* _Task to complete_: Retype only what runs from the line that contains "index dip: (292, 129)" through the last line of the listing below, both lines included.

* _Data for review_:
# # #
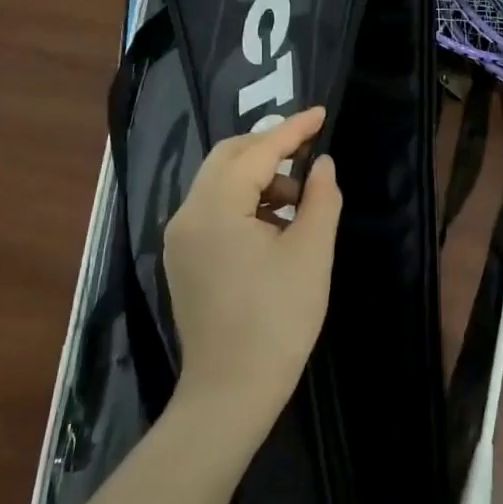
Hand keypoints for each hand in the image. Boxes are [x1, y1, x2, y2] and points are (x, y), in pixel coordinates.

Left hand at [164, 107, 342, 428]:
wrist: (232, 391)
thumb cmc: (278, 319)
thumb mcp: (311, 253)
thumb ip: (321, 198)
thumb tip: (322, 164)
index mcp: (214, 208)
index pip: (255, 151)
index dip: (292, 129)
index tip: (322, 113)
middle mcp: (186, 215)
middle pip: (227, 159)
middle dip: (270, 149)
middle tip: (311, 152)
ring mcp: (180, 240)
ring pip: (219, 185)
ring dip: (260, 179)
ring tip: (302, 202)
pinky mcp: (184, 261)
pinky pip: (214, 212)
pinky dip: (246, 204)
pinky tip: (276, 226)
# # #
* _Response to the exercise_:
index dip: (292, 129)
index tip: (322, 113)
middle mcp: (186, 215)
middle pip: (227, 159)
middle dip: (270, 149)
middle tip: (311, 152)
ring mcp: (180, 240)
ring pip: (219, 185)
ring dip: (260, 179)
ring tip: (302, 202)
pinky mcp: (184, 261)
pinky pip: (214, 212)
pinky dip: (246, 204)
pinky tip: (276, 226)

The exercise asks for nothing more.